DATASET RECORDS below:
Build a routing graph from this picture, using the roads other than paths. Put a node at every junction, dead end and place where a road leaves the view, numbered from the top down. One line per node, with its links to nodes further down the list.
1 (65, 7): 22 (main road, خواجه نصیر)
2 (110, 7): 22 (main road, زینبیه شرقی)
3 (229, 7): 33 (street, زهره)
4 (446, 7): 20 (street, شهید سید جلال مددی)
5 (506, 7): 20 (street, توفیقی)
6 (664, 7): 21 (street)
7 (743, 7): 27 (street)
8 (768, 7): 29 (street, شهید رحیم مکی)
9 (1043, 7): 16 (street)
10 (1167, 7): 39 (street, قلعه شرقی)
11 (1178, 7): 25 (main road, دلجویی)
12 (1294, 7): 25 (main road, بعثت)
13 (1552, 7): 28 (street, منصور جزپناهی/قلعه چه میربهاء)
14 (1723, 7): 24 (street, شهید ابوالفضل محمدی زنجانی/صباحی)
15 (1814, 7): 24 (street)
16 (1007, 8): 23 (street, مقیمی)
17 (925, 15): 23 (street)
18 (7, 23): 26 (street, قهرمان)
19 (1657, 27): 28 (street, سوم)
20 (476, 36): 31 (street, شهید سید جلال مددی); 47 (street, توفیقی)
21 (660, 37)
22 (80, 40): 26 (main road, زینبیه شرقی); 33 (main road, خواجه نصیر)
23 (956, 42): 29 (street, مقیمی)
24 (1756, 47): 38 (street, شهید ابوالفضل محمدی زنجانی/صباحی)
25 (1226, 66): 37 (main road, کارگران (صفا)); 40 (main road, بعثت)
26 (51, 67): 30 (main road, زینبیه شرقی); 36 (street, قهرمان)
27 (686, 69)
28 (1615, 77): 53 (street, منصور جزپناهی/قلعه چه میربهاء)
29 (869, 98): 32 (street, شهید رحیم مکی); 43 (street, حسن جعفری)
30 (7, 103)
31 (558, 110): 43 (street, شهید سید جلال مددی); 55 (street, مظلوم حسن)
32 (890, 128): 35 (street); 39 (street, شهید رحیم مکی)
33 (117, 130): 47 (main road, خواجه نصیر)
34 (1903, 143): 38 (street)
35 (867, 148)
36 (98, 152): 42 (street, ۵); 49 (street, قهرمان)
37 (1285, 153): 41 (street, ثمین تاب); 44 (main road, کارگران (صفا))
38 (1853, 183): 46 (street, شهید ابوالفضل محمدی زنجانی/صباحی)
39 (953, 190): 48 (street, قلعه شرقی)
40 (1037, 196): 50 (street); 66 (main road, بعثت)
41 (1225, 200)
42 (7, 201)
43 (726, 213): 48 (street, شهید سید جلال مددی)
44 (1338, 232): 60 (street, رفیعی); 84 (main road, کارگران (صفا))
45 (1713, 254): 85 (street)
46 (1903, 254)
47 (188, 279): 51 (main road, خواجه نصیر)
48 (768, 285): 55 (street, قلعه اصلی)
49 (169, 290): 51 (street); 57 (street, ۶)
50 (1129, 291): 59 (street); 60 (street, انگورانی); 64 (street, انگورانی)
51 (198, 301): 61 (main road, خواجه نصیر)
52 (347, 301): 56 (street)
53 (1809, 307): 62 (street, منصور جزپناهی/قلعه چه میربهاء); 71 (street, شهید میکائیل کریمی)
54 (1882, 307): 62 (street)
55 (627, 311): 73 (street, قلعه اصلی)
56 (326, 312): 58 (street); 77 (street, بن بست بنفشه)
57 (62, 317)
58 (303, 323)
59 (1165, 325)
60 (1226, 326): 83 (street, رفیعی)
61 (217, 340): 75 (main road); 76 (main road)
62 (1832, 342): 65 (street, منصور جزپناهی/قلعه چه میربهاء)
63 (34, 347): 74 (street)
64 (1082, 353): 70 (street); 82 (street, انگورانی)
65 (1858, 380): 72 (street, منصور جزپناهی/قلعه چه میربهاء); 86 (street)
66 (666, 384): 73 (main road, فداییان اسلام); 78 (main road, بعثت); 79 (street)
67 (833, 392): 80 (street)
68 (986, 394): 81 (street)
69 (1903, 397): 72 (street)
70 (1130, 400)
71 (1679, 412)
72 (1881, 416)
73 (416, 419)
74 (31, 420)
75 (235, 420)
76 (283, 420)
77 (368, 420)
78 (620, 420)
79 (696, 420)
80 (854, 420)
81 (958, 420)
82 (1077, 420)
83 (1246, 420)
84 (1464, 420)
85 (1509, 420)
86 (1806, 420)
End of DATASET RECORDS.
— ACTIVITY —
An exact copy of the data, with every line intact, is the required answer.

— RESULT OF THE EXERCISE —
Build a routing graph from this picture, using the roads other than paths. Put a node at every junction, dead end and place where a road leaves the view, numbered from the top down. One line per node, with its links to nodes further down the list.
1 (65, 7): 22 (main road, خواجه نصیر)
2 (110, 7): 22 (main road, زینبیه شرقی)
3 (229, 7): 33 (street, زهره)
4 (446, 7): 20 (street, شهید سید جلال مددی)
5 (506, 7): 20 (street, توفیقی)
6 (664, 7): 21 (street)
7 (743, 7): 27 (street)
8 (768, 7): 29 (street, شهید رحیم مکی)
9 (1043, 7): 16 (street)
10 (1167, 7): 39 (street, قلعه شرقی)
11 (1178, 7): 25 (main road, دلجویی)
12 (1294, 7): 25 (main road, بعثت)
13 (1552, 7): 28 (street, منصور جزپناهی/قلعه چه میربهاء)
14 (1723, 7): 24 (street, شهید ابوالفضل محمدی زنجانی/صباحی)
15 (1814, 7): 24 (street)
16 (1007, 8): 23 (street, مقیمی)
17 (925, 15): 23 (street)
18 (7, 23): 26 (street, قهرمان)
19 (1657, 27): 28 (street, سوم)
20 (476, 36): 31 (street, شهید سید جلال مددی); 47 (street, توفیقی)
21 (660, 37)
22 (80, 40): 26 (main road, زینبیه شرقی); 33 (main road, خواجه نصیر)
23 (956, 42): 29 (street, مقیمی)
24 (1756, 47): 38 (street, شهید ابوالفضل محمدی زنجانی/صباحی)
25 (1226, 66): 37 (main road, کارگران (صفا)); 40 (main road, بعثت)
26 (51, 67): 30 (main road, زینبیه شرقی); 36 (street, قهرمان)
27 (686, 69)
28 (1615, 77): 53 (street, منصور جزپناهی/قلعه چه میربهاء)
29 (869, 98): 32 (street, شهید رحیم مکی); 43 (street, حسن جعفری)
30 (7, 103)
31 (558, 110): 43 (street, شهید سید جلال مددی); 55 (street, مظلوم حسن)
32 (890, 128): 35 (street); 39 (street, شهید رحیم مکی)
33 (117, 130): 47 (main road, خواجه نصیر)
34 (1903, 143): 38 (street)
35 (867, 148)
36 (98, 152): 42 (street, ۵); 49 (street, قهرمان)
37 (1285, 153): 41 (street, ثمین تاب); 44 (main road, کارگران (صفا))
38 (1853, 183): 46 (street, شهید ابوالفضل محمدی زنجانی/صباحی)
39 (953, 190): 48 (street, قلعه شرقی)
40 (1037, 196): 50 (street); 66 (main road, بعثت)
41 (1225, 200)
42 (7, 201)
43 (726, 213): 48 (street, شهید سید جلال مددی)
44 (1338, 232): 60 (street, رفیعی); 84 (main road, کارگران (صفا))
45 (1713, 254): 85 (street)
46 (1903, 254)
47 (188, 279): 51 (main road, خواجه نصیر)
48 (768, 285): 55 (street, قلعه اصلی)
49 (169, 290): 51 (street); 57 (street, ۶)
50 (1129, 291): 59 (street); 60 (street, انگورانی); 64 (street, انگورانی)
51 (198, 301): 61 (main road, خواجه نصیر)
52 (347, 301): 56 (street)
53 (1809, 307): 62 (street, منصور جزپناهی/قلعه چه میربهاء); 71 (street, شهید میکائیل کریمی)
54 (1882, 307): 62 (street)
55 (627, 311): 73 (street, قلعه اصلی)
56 (326, 312): 58 (street); 77 (street, بن بست بنفشه)
57 (62, 317)
58 (303, 323)
59 (1165, 325)
60 (1226, 326): 83 (street, رفیعی)
61 (217, 340): 75 (main road); 76 (main road)
62 (1832, 342): 65 (street, منصور جزپناهی/قلعه چه میربهاء)
63 (34, 347): 74 (street)
64 (1082, 353): 70 (street); 82 (street, انگورانی)
65 (1858, 380): 72 (street, منصور جزپناهی/قلعه چه میربهاء); 86 (street)
66 (666, 384): 73 (main road, فداییان اسلام); 78 (main road, بعثت); 79 (street)
67 (833, 392): 80 (street)
68 (986, 394): 81 (street)
69 (1903, 397): 72 (street)
70 (1130, 400)
71 (1679, 412)
72 (1881, 416)
73 (416, 419)
74 (31, 420)
75 (235, 420)
76 (283, 420)
77 (368, 420)
78 (620, 420)
79 (696, 420)
80 (854, 420)
81 (958, 420)
82 (1077, 420)
83 (1246, 420)
84 (1464, 420)
85 (1509, 420)
86 (1806, 420)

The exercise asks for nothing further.